Asset Inventory

An asset inventory is a list of items of value owned by the water system, with information about each item (such as life expectancy, manufacturer information, service record, etc). This inventory increases your knowledge and understanding of the system and gives you specific information to make better financial decisions. It will also help you schedule repairs and replacements to ensure that you are getting the greatest value possible from your assets. If you do not know what you have, you cannot manage it effectively.

You will need a clear and current plan of your water system. If you don’t have a plan, you will need to create one. First, collect information on all the components of your system from all available sources; from your water source, treatment system, reservoir/storage, distribution system, etc. Keep this information in one place to allow easy access to the data. This will ensure you have the data handy when you prepare your asset management plan or when you communicate with stakeholders (during meetings or when you prepare your annual report).

Look for information on your system in: as-built plans, well logs, maintenance logs, land surveys, manuals and receipts, construction permits, risk assessment reports, annual reports, and the Water, Data & Tools web site of the BC government.

Next you should create a schematic drawing of your water system that consists of (at a minimum): the water source, the treatment system, and the distribution system components. The schematic will help you list your assets.

When you are listing the assets, also collect and record the following information for each:

  • Condition
  • Installation/Construction Date
  • Service History
  • History of Breaks and Malfunctions
  • Useful Life

Detailed information may include the manufacturer’s name, the item’s model and serial number and the original cost. 

The figure below is an example of a schematic for a small water system. Of course, each system is different.

Source: Sustainable Infrastructure Society 

Find information about the expected life of your water system’s components by researching the typical life expectancy of your particular components. You can consult manufacturers, or search the web for user reports.

Knowing when to repair, rehabilitate or replace an asset will help you get the most value from your assets. At some point, continuing to repair the asset will no longer be cost-effective and you will need to rehabilitate or replace it. To prepare and budget for replacements, you will need to calculate the remaining service life of each asset with reference to the step above.

There is some flexibility in the way you define an “asset”. Some of your water system’s “assets” may consist of a single component, such as a pump. Other “assets” may result from the combination of several components that together make an “asset”, such as a pumping station, which includes pumps, pipework valves and other components. You might consider grouping components of similar life expectancy as one “asset”, for example, group curb stop valves and corporation stop valves together as one asset.

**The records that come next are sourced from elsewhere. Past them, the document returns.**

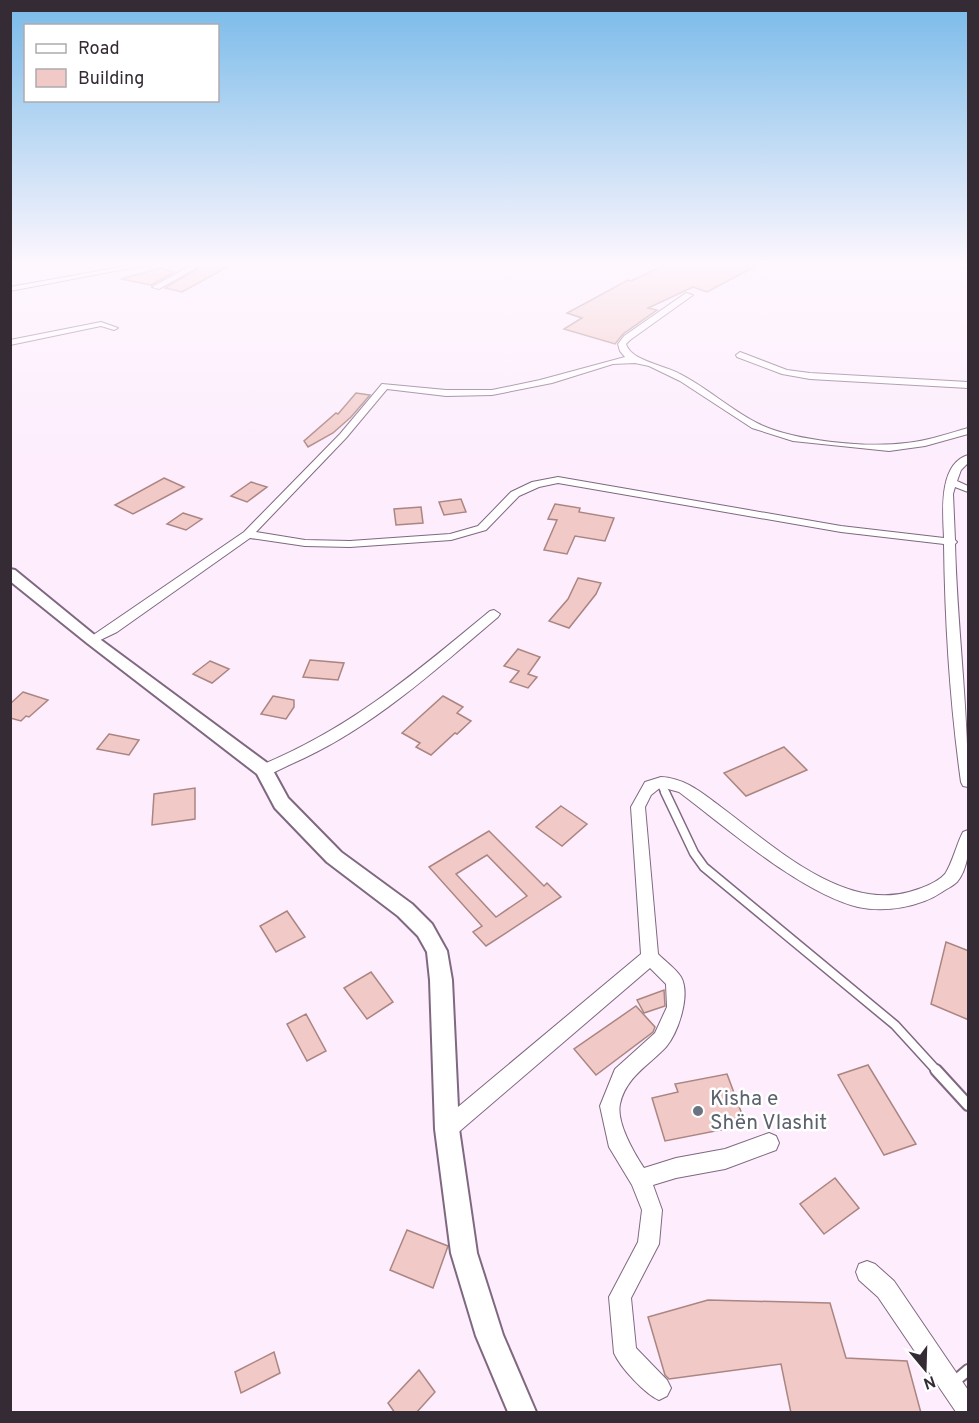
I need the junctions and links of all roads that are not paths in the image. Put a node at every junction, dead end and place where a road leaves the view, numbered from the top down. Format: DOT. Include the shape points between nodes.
graph roads {
  1 [pos="66,331"];
  2 [pos="637,331"];
  3 [pos="10,343"];
  4 [pos="740,355"];
  5 [pos="633,360"];
  6 [pos="969,385"];
  7 [pos="969,431"];
  8 [pos="969,458"];
  9 [pos="951,482"];
  10 [pos="969,489"];
  11 [pos="248,534"];
  12 [pos="951,542"];
  13 [pos="10,573"];
  14 [pos="494,614"];
  15 [pos="92,640"];
  16 [pos="264,770"];
  17 [pos="660,782"];
  18 [pos="969,782"];
  19 [pos="969,836"];
  20 [pos="650,957"];
  21 [pos="969,1105"];
  22 [pos="447,1129"];
  23 [pos="769,1143"];
  24 [pos="640,1179"];
  25 [pos="867,1272"];
  26 [pos="960,1377"];
  27 [pos="658,1388"];
  28 [pos="969,1410"];
  29 [pos="522,1413"];
  1 -- 3 [label="street"];
  2 -- 5 [label="street" via="622,344"];
  4 -- 6 [label="street" via="785,372 810,376"];
  5 -- 7 [label="street" via="675,375 754,425 779,435 894,448"];
  5 -- 11 [label="street" via="480,394 385,386 343,436"];
  8 -- 9 [label="street" via="956,469"];
  9 -- 10 [label="street"];
  9 -- 12 [label="street"];
  11 -- 12 [label="street" via="305,543 350,544 451,537 482,528 515,494 536,484 558,480 841,529"];
  11 -- 15 [label="street"];
  12 -- 18 [label="street" via="953,637"];
  13 -- 15 [label="street"];
  14 -- 16 [label="street" via="344,732"];
  15 -- 16 [label="street"];
  16 -- 22 [label="street" via="281,803 334,857 405,910 425,930 437,951"];
  17 -- 19 [label="street" via="684,788 790,866 860,901 897,902 928,893 951,878"];
  17 -- 20 [label="street" via="643,792 638,807"];
  17 -- 21 [label="lane" via="704,867 894,1025"];
  20 -- 22 [label="street"];
  20 -- 24 [label="street" via="674,981 676,1007 661,1039 622,1075 610,1106 619,1147"];
  22 -- 29 [label="street" via="464,1253 490,1336"];
  23 -- 24 [label="street" via="725,1159"];
  24 -- 27 [label="street" via="652,1209 648,1244 620,1297 625,1353"];
  25 -- 26 [label="street"];
  26 -- 28 [label="street"];
}
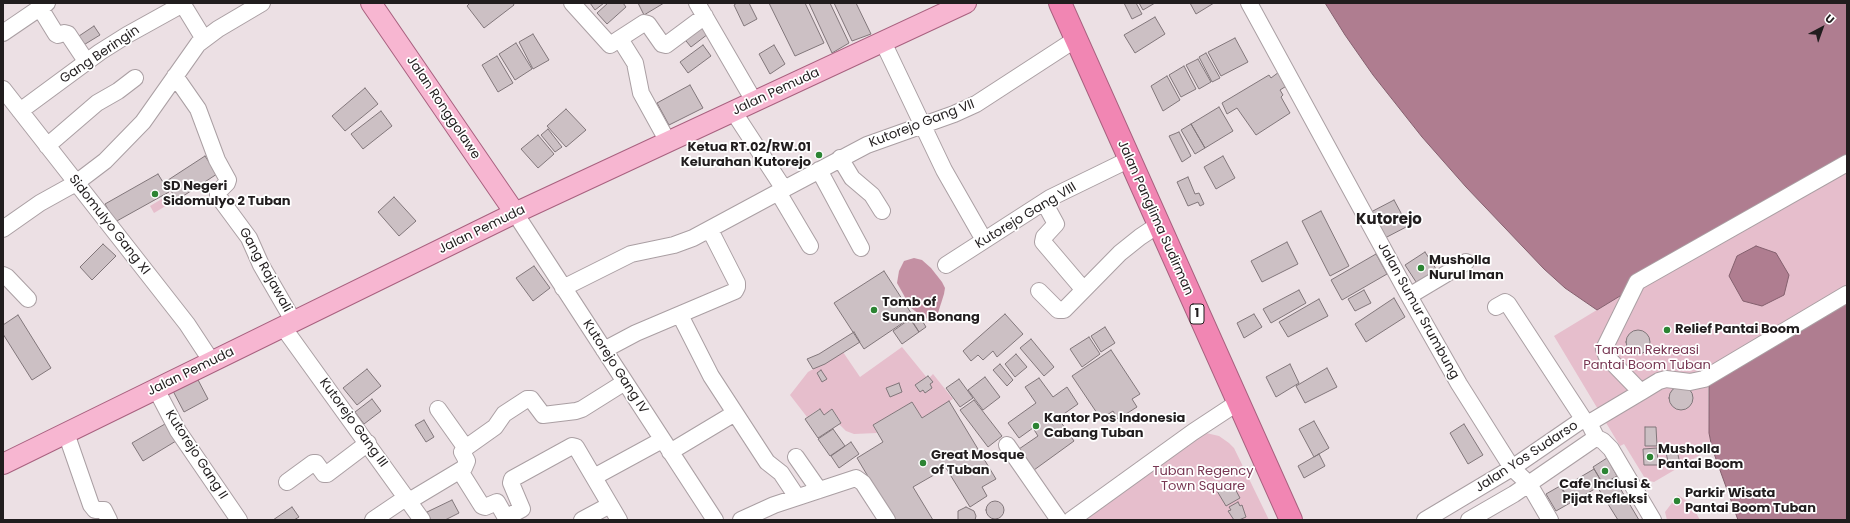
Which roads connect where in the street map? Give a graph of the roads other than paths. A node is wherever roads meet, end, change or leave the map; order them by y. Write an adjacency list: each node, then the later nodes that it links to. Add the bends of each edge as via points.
1 (262, 3): 11 (street)
2 (371, 3): 32 (main road, Jalan Ronggolawe)
3 (572, 3): 12 (street, via 608,45)
4 (966, 3): 14 (main road, Jalan Pemuda)
5 (1060, 3): 13 (highway, Jalan Panglima Sudirman / 1)
6 (1249, 3): 46 (street, Jalan Sumur Srumbung)
7 (182, 4): 11 (street); 15 (street, Gang Beringin)
8 (44, 6): 10 (street); 15 (street, via 56,34 68,34)
9 (701, 10): 12 (street, via 666,45 662,44 646,23); 18 (street)
10 (3, 33)
11 (204, 39): 16 (street, via 192,50)
12 (620, 39): 22 (street, via 635,63 641,92)
13 (1076, 39): 21 (street, Kutorejo Gang VII, via 976,104); 25 (highway, Jalan Panglima Sudirman / 1)
14 (883, 42): 18 (main road, Jalan Pemuda); 21 (street)
15 (86, 61): 19 (street, Gang Beringin)
16 (175, 76): 28 (street, via 150,113 128,138 105,161); 50 (street, Gang Rajawali, via 198,109 217,160 228,180 218,192 218,196 249,238)
17 (135, 78): 23 (street, via 118,92 97,103)
18 (754, 101): 20 (main road, Jalan Pemuda)
19 (9, 102): 23 (street, Sidomulyo Gang XI)
20 (733, 111): 22 (main road, Jalan Pemuda); 29 (street)
21 (923, 126): 24 (street, Kutorejo Gang VII, via 867,145); 36 (street, via 944,170)
22 (668, 142): 32 (main road, Jalan Pemuda)
23 (47, 146): 28 (street, Sidomulyo Gang XI)
24 (840, 158): 27 (street, Kutorejo Gang VII); 31 (street, via 852,178 872,195)
25 (1128, 160): 30 (street, Kutorejo Gang VIII); 33 (highway, Jalan Panglima Sudirman / 1)
26 (1847, 163): 55 (street, via 1637,282 1604,349 1607,357)
27 (819, 170): 29 (street, Kutorejo Gang VII); 38 (street)
28 (76, 183): 34 (street); 52 (street, Sidomulyo Gang XI, via 187,324)
29 (781, 191): 35 (street, Kutorejo Gang VII); 37 (street)
30 (1044, 202): 36 (street, Kutorejo Gang VIII); 43 (street, via 1056,224 1044,237 1043,242)
31 (882, 211)
32 (515, 213): 42 (street, Kutorejo Gang IV); 50 (main road, Jalan Pemuda)
33 (1158, 225): 43 (street, via 1131,243); 56 (highway, Jalan Panglima Sudirman / 1)
34 (3, 228)
35 (710, 230): 42 (street, Kutorejo Gang VII, via 674,245 630,254); 49 (street, via 737,288)
36 (984, 240): 40 (street, Kutorejo Gang VIII)
37 (810, 246)
38 (861, 248)
39 (1466, 262): 46 (street)
40 (946, 265)
41 (3, 275): 47 (street)
42 (563, 288): 51 (street, Kutorejo Gang IV)
43 (1083, 289): 44 (street, via 1062,311)
44 (1039, 291)
45 (1847, 294): 55 (street, via 1704,379 1690,382 1666,379)
46 (1409, 296): 67 (street, Jalan Sumur Srumbung, via 1459,384)
47 (28, 299)
48 (1496, 307): 59 (street, via 1505,302 1508,304)
49 (680, 314): 51 (street); 58 (street, via 711,376)
50 (288, 324): 52 (main road, Jalan Pemuda); 61 (street, Kutorejo Gang III)
51 (604, 350): 53 (street, Kutorejo Gang IV)
52 (212, 362): 54 (main road, Jalan Pemuda)
53 (625, 382): 63 (street, Kutorejo Gang IV); 64 (street, via 576,412 544,415 528,398 504,414 497,425)
54 (156, 389): 60 (main road, Jalan Pemuda); 79 (street, Kutorejo Gang II, via 178,431)
55 (1642, 392): 59 (street)
56 (1237, 403): 88 (street); 89 (highway, Jalan Panglima Sudirman / 1)
57 (438, 409): 64 (street)
58 (735, 413): 63 (street); 73 (street, via 767,462 781,473)
59 (1589, 427): 67 (street, Jalan Yos Sudarso, via 1579,422); 71 (street, Jalan Yos Sudarso); 93 (street, via 1611,450)
60 (66, 434): 66 (main road, Jalan Pemuda); 78 (street, via 91,505 95,510 104,510)
61 (368, 443): 70 (street, via 326,474 313,463); 74 (street, Kutorejo Gang III)
62 (1007, 445): 87 (street)
63 (666, 446): 69 (street); 84 (street, Kutorejo Gang IV)
64 (465, 447): 68 (street, via 462,452 467,463)
65 (796, 457): 72 (street)
66 (3, 464)
67 (1512, 468): 71 (street, Jalan Sumur Srumbung); 76 (street, Jalan Yos Sudarso)
68 (460, 472): 74 (street); 77 (street, via 482,506 496,502 505,516)
69 (594, 477): 75 (street); 77 (street, via 578,449 572,446 512,479 510,483 522,509)
70 (287, 482)
71 (1529, 484): 91 (street, Jalan Yos Sudarso); 92 (street, Jalan Sumur Srumbung)
72 (819, 490): 73 (street); 86 (street, via 858,478)
73 (798, 497): 85 (street, via 765,508)
74 (408, 499): 80 (street); 81 (street, Kutorejo Gang III)
75 (610, 505): 82 (street); 83 (street)
76 (1443, 516): 90 (street, Jalan Yos Sudarso)
77 (512, 518)
78 (109, 520)
79 (239, 520)
80 (373, 520)
81 (422, 520)
82 (582, 520)
83 (619, 520)
84 (714, 520)
85 (741, 520)
86 (887, 520)
87 (1059, 520)
88 (1071, 520)
89 (1290, 520)
90 (1425, 520)
91 (1469, 520)
92 (1550, 520)
93 (1653, 520)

Several factors can affect an asset’s service life: the quality of routine servicing and maintenance, excessive use and environmental conditions (such as poor source water quality, soil quality, or climate). Use your local knowledge, combined with the manufacturer’s recommendations, to calculate the remaining service life. Assets that are in poor condition, not regularly maintained, or subject to excessive use or soil quality issues will be at the lower end of the expected useful service life range.

Once you have an up-to-date inventory of assets, it is a good idea to record details of the people and companies who service the assets and who can supply replacements or upgrades (we recommend using the Operator’s Hub of this website, or the Canadian Water Directory). Store this information with your inventory records to save time in the future. You can consult them when you have questions or concerns about individual assets. This information can also be used to help explain repair and replacement costs to water users when developing a budget or proposing a rate increase.